ABOUT THIS EXERCISE: Every record must appear in your reply exactly as written.

INPUT RECORDS:
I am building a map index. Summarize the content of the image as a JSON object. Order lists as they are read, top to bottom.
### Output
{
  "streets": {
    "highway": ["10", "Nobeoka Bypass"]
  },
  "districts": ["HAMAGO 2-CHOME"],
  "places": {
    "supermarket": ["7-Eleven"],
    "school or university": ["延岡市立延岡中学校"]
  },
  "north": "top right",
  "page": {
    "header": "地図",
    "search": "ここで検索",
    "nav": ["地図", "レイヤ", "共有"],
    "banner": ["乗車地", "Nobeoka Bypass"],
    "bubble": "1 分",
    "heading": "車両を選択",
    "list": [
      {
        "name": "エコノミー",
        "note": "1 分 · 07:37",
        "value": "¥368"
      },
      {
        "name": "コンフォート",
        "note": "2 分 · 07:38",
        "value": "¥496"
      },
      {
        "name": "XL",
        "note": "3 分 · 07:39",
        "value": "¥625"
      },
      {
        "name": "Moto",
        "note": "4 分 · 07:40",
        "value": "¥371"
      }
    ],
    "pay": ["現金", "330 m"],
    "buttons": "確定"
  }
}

TASK OUTPUT:
I am building a map index. Summarize the content of the image as a JSON object. Order lists as they are read, top to bottom.
### Output
{
  "streets": {
    "highway": ["10", "Nobeoka Bypass"]
  },
  "districts": ["HAMAGO 2-CHOME"],
  "places": {
    "supermarket": ["7-Eleven"],
    "school or university": ["延岡市立延岡中学校"]
  },
  "north": "top right",
  "page": {
    "header": "地図",
    "search": "ここで検索",
    "nav": ["地図", "レイヤ", "共有"],
    "banner": ["乗車地", "Nobeoka Bypass"],
    "bubble": "1 分",
    "heading": "車両を選択",
    "list": [
      {
        "name": "エコノミー",
        "note": "1 分 · 07:37",
        "value": "¥368"
      },
      {
        "name": "コンフォート",
        "note": "2 分 · 07:38",
        "value": "¥496"
      },
      {
        "name": "XL",
        "note": "3 分 · 07:39",
        "value": "¥625"
      },
      {
        "name": "Moto",
        "note": "4 分 · 07:40",
        "value": "¥371"
      }
    ],
    "pay": ["現金", "330 m"],
    "buttons": "確定"
  }
}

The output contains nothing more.